• **Work to complete**:
Wherever a line of the records contains "highway", copy that line.

• **Recorded information**:
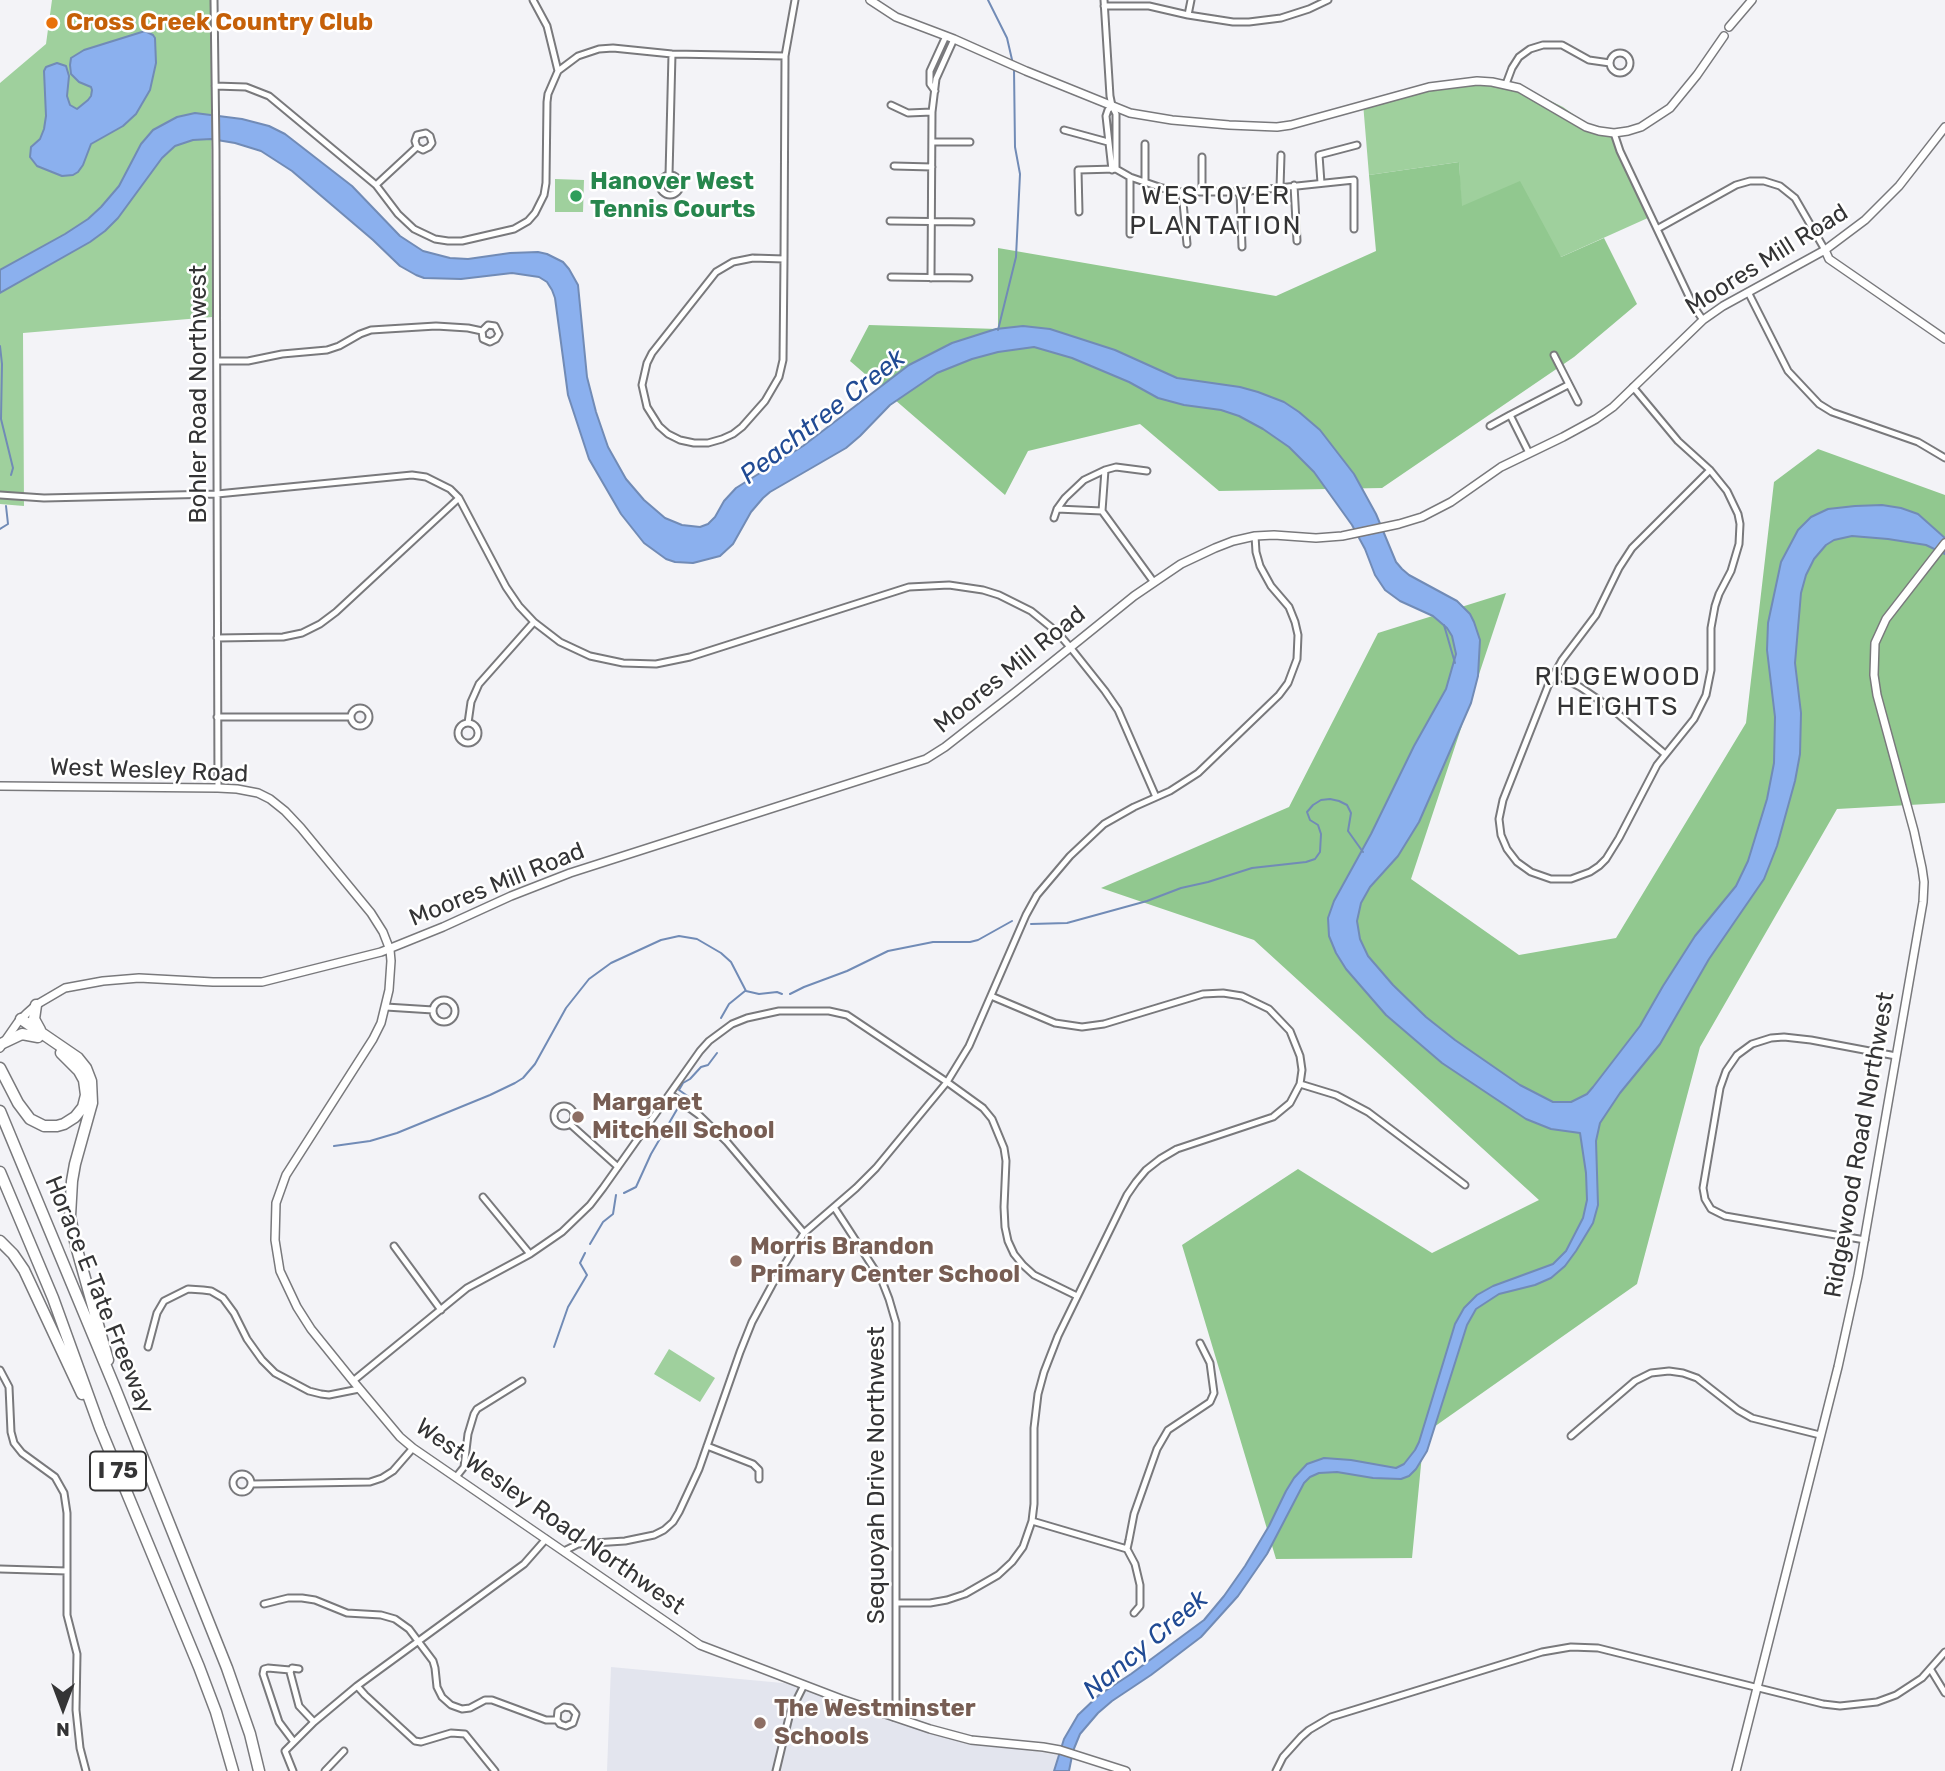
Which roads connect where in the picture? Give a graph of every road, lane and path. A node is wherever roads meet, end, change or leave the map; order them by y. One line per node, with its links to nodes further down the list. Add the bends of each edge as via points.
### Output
1 (214, 0): 18 (street, Bohler Road Northwest)
2 (533, 0): 16 (street, via 547,26)
3 (795, 0): 14 (street)
4 (870, 0): 12 (street, via 896,17)
5 (1191, 0): 9 (street)
6 (1328, 0): 9 (street, via 1257,21)
7 (1752, 0): 10 (street)
8 (1104, 3): 9 (street); 21 (street)
9 (1188, 15)
10 (1729, 27)
11 (1724, 36): 25 (street, via 1670,108 1641,127)
12 (950, 37): 19 (street); 19 (street, via 930,71 930,85); 21 (street)
13 (672, 54): 14 (street); 16 (street, via 599,49 578,56); 37 (street)
14 (785, 56): 58 (street)
15 (1611, 63): 17 (street, via 1589,60 1562,45 1543,44 1519,57)
16 (558, 71): 42 (street, via 547,102 544,195 521,226 462,241 435,239 408,224)
17 (1506, 84): 21 (street, via 1439,85 1277,127 1172,120); 25 (street, via 1586,127)
18 (215, 86): 42 (street, via 246,87 269,96); 67 (street, Bohler Road Northwest)
19 (935, 90): 22 (street)
20 (891, 105): 22 (street, via 908,113)
21 (1112, 106): 28 (street, via 1106,116); 36 (street, via 1116,114)
22 (932, 112): 26 (street)
23 (1945, 127): 57 (street, Moores Mill Road, via 1883,203)
24 (1064, 130): 28 (street)
25 (1614, 133): 52 (street)
26 (932, 142): 27 (street); 35 (street)
27 (970, 142)
28 (1108, 142): 36 (street)
29 (1145, 144): 39 (street)
30 (1357, 145): 40 (street, via 1320,155)
31 (418, 147): 42 (street)
32 (1281, 155): 43 (street)
33 (1202, 157): 44 (street)
34 (894, 166): 35 (street)
35 (932, 167): 49 (street)
36 (1114, 169): 38 (street); 47 (street, via 1078,170)
37 (669, 175)
38 (1130, 177): 39 (street); 53 (street)
39 (1145, 182): 45 (street)
40 (1321, 183): 41 (street); 51 (street, via 1354,180)
41 (1294, 185): 43 (street); 54 (street)
42 (376, 186)
43 (1280, 188): 46 (street)
44 (1202, 191): 45 (street); 46 (street)
45 (1182, 192): 55 (street)
46 (1240, 192): 56 (street)
47 (1079, 212)
48 (890, 221): 49 (street)
49 (932, 222): 50 (street); 60 (street)
50 (971, 222)
51 (1354, 229)
52 (1657, 229): 57 (street, via 1736,186 1764,181 1796,198); 63 (street)
53 (1130, 233)
54 (1297, 241)
55 (1187, 244)
56 (1242, 247)
57 (1825, 250): 62 (street, Moores Mill Road); 65 (street, via 1829,259)
58 (784, 259): 58 (street, via 783,360 771,393 741,427 722,439 694,443 668,434 652,417 643,397 643,373 652,353 721,268 745,259)
59 (891, 277): 60 (street)
60 (931, 278): 61 (street)
61 (969, 278)
62 (1748, 292): 63 (street, Moores Mill Road); 74 (street, via 1788,371 1819,404 1918,442)
63 (1703, 320): 69 (street, Moores Mill Road)
64 (482, 331): 67 (street, via 436,326 371,331 327,350)
65 (1945, 339)
66 (1554, 355): 68 (street)
67 (216, 361): 78 (street, Bohler Road Northwest)
68 (1568, 385): 70 (street); 71 (street)
69 (1633, 387): 73 (street, Moores Mill Road, via 1596,419); 76 (street, via 1678,441)
70 (1578, 402)
71 (1510, 415): 72 (street); 73 (street)
72 (1490, 426)
73 (1529, 453): 84 (street, Moores Mill Road, via 1422,517 1342,536)
74 (1945, 458)
75 (1105, 470): 77 (street); 81 (street, via 1084,480); 82 (street)
76 (1710, 470): 90 (street, via 1632,548 1596,615); 94 (street, via 1735,506 1739,544 1715,606 1706,695 1694,719)
77 (1147, 471)
78 (217, 494): 79 (street); 80 (street, via 412,475 440,482); 88 (street, Bohler Road Northwest)
79 (0, 495)
80 (459, 498): 87 (street, via 506,587); 88 (street, via 320,624 284,637)
81 (1057, 509): 82 (street); 83 (street)
82 (1102, 511): 86 (street)
83 (1054, 518)
84 (1255, 536): 86 (street, Moores Mill Road, via 1215,548); 97 (street, via 1260,566 1295,622 1298,647 1294,671 1279,695 1210,763)
85 (1945, 543): 106 (street, Ridgewood Road Northwest, via 1886,619 1874,651 1877,695 1924,882)
86 (1153, 582): 89 (street, Moores Mill Road)
87 (534, 622): 89 (street, via 590,656 656,664 899,589 949,585 983,590 1017,603 1045,621); 93 (street, via 479,684)
88 (217, 638): 91 (street, Bohler Road Northwest)
89 (1070, 647): 97 (street, via 1118,710); 98 (street, Moores Mill Road, via 926,759 570,873)
90 (1554, 674): 94 (street, via 1611,708); 94 (street, via 1500,811 1503,842 1523,867 1562,879 1599,866)
91 (217, 717): 92 (street); 96 (street, Bohler Road Northwest)
92 (351, 717)
93 (468, 723)
94 (1665, 754)
95 (0, 786): 96 (street, West Wesley Road)
96 (218, 788): 98 (street, West Wesley Road, via 258,793 285,811 370,913)
97 (1156, 797): 99 (street, via 1104,824 1054,873 1026,915)
98 (390, 950): 100 (street, Moores Mill Road, via 262,982 139,978 90,983 65,988); 101 (street, West Wesley Road Northwest)
99 (991, 996): 108 (street); 109 (street, via 1055,1023 1082,1027 1203,994 1242,996 1269,1009 1290,1031 1300,1056)
100 (36, 1005): 103 (street, Moores Mill Road); 104 (highway, via 34,1019)
101 (386, 1007): 102 (street); 128 (street, West Wesley Road Northwest, via 373,1038 286,1175 274,1213 276,1255 286,1288)
102 (433, 1010): 102 (street, via 444,1022 453,1018 455,1011 450,1001 443,1000)
103 (20, 1020): 104 (highway); 105 (street, Moores Mill Road)
104 (42, 1036): 105 (highway, via 22,1034); 107 (highway, via 70,1060 84,1080 85,1101 75,1117 51,1126 30,1119); 130 (highway, via 78,1058 91,1081 92,1104 73,1173 70,1216)
105 (2, 1045)
106 (1896, 1056): 119 (street, Ridgewood Road Northwest); 119 (street, via 1784,1037 1752,1044 1737,1055 1720,1088 1703,1188 1711,1209 1725,1216)
107 (0, 1068)
108 (947, 1082): 110 (street, via 847,1015 779,1011 747,1018 719,1033 700,1051); 117 (street, via 876,1168); 123 (street, via 983,1108 1000,1135 1006,1161 1005,1227 1014,1254 1034,1275)
109 (1300, 1084): 115 (street, via 1336,1095 1368,1112); 123 (street, via 1290,1103 1273,1117 1177,1149 1146,1170 1127,1195)
110 (670, 1094): 113 (street); 118 (street, via 727,1142)
111 (0, 1111): 130 (highway, Horace E Tate Freeway / I 75)
112 (570, 1124): 113 (street)
113 (618, 1167): 122 (street, via 576,1219)
114 (0, 1172): 132 (highway, Horace E Tate Freeway / I 75)
115 (1465, 1185)
116 (483, 1197): 122 (street)
117 (834, 1207): 118 (street); 146 (street, Sequoyah Drive Northwest, via 881,1282 895,1324)
118 (804, 1233): 135 (street, via 752,1322)
119 (1865, 1240): 133 (street, Ridgewood Road Northwest)
120 (0, 1241): 132 (highway, via 24,1270)
121 (394, 1247): 124 (street)
122 (530, 1254): 124 (street, via 467,1288)
123 (1077, 1296): 140 (street, via 1051,1351 1038,1394)
124 (441, 1310): 128 (street)
125 (1200, 1343): 142 (street, via 1210,1363 1213,1398 1164,1436 1134,1514)
126 (148, 1347): 131 (street, via 164,1301 188,1289 211,1291 223,1298 247,1339 275,1373 321,1394)
127 (0, 1370): 145 (street, via 9,1387 11,1432 17,1448 55,1477 64,1493)
128 (353, 1381): 131 (street, West Wesley Road Northwest)
129 (522, 1381): 137 (street, via 477,1409 464,1467)
130 (115, 1388): 165 (highway, Horace E Tate Freeway / I 75, via 227,1668)
131 (359, 1389): 136 (street, West Wesley Road Northwest)
132 (100, 1427): 164 (highway, Horace E Tate Freeway / I 75, via 199,1667)
133 (1820, 1435): 134 (street, via 1752,1418 1697,1378 1669,1371 1635,1381); 156 (street, Ridgewood Road Northwest)
134 (1571, 1436)
135 (707, 1446): 138 (street, via 753,1464); 143 (street, via 679,1512 664,1530 639,1539 570,1546)
136 (413, 1448): 137 (street, West Wesley Road Northwest); 139 (street, via 393,1471 370,1482)
137 (456, 1477): 141 (street, West Wesley Road Northwest)
138 (759, 1479)
139 (251, 1484)
140 (1032, 1521): 142 (street); 146 (street, via 1018,1555 990,1580 947,1600)
141 (546, 1539): 143 (street, West Wesley Road Northwest); 149 (street, via 524,1564)
142 (1127, 1549): 148 (street, via 1140,1585 1140,1606)
143 (564, 1551): 154 (street, West Wesley Road Northwest, via 700,1645)
144 (0, 1569): 145 (street)
145 (66, 1571): 163 (street, via 67,1615 77,1654 76,1710)
146 (896, 1603): 158 (street, Sequoyah Drive Northwest)
147 (264, 1604): 149 (street, via 302,1598 347,1613 388,1616 405,1625)
148 (1134, 1613)
149 (418, 1642): 155 (street); 159 (street, via 433,1661 437,1687 451,1705 470,1708 492,1700)
150 (1945, 1652): 153 (street)
151 (299, 1669): 152 (street)
152 (290, 1670): 160 (street, via 299,1706); 161 (street, via 268,1668 263,1674 279,1722)
153 (1931, 1670): 156 (street, via 1896,1695 1856,1706 1823,1704); 157 (street)
154 (804, 1685): 158 (street, West Wesley Road Northwest); 169 (street, via 790,1713)
155 (357, 1686): 160 (street); 168 (street, via 415,1741 466,1734)
156 (1758, 1687): 171 (street, via 1598,1648 1542,1652 1331,1717 1301,1737); 172 (street, Ridgewood Road Northwest)
157 (1945, 1693)
158 (893, 1717): 170 (street, West Wesley Road Northwest, via 971,1740 1043,1747)
159 (557, 1720)
160 (314, 1722): 161 (street)
161 (294, 1742): 166 (street, via 285,1751)
162 (344, 1751): 167 (street)
163 (86, 1771)
164 (233, 1771)
165 (259, 1771)
166 (293, 1771)
167 (325, 1771)
168 (495, 1771)
169 (776, 1771)
170 (1126, 1771)
171 (1276, 1771)
172 (1736, 1771)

• **Output for this task**:
100 (36, 1005): 103 (street, Moores Mill Road); 104 (highway, via 34,1019)
103 (20, 1020): 104 (highway); 105 (street, Moores Mill Road)
104 (42, 1036): 105 (highway, via 22,1034); 107 (highway, via 70,1060 84,1080 85,1101 75,1117 51,1126 30,1119); 130 (highway, via 78,1058 91,1081 92,1104 73,1173 70,1216)
111 (0, 1111): 130 (highway, Horace E Tate Freeway / I 75)
114 (0, 1172): 132 (highway, Horace E Tate Freeway / I 75)
120 (0, 1241): 132 (highway, via 24,1270)
130 (115, 1388): 165 (highway, Horace E Tate Freeway / I 75, via 227,1668)
132 (100, 1427): 164 (highway, Horace E Tate Freeway / I 75, via 199,1667)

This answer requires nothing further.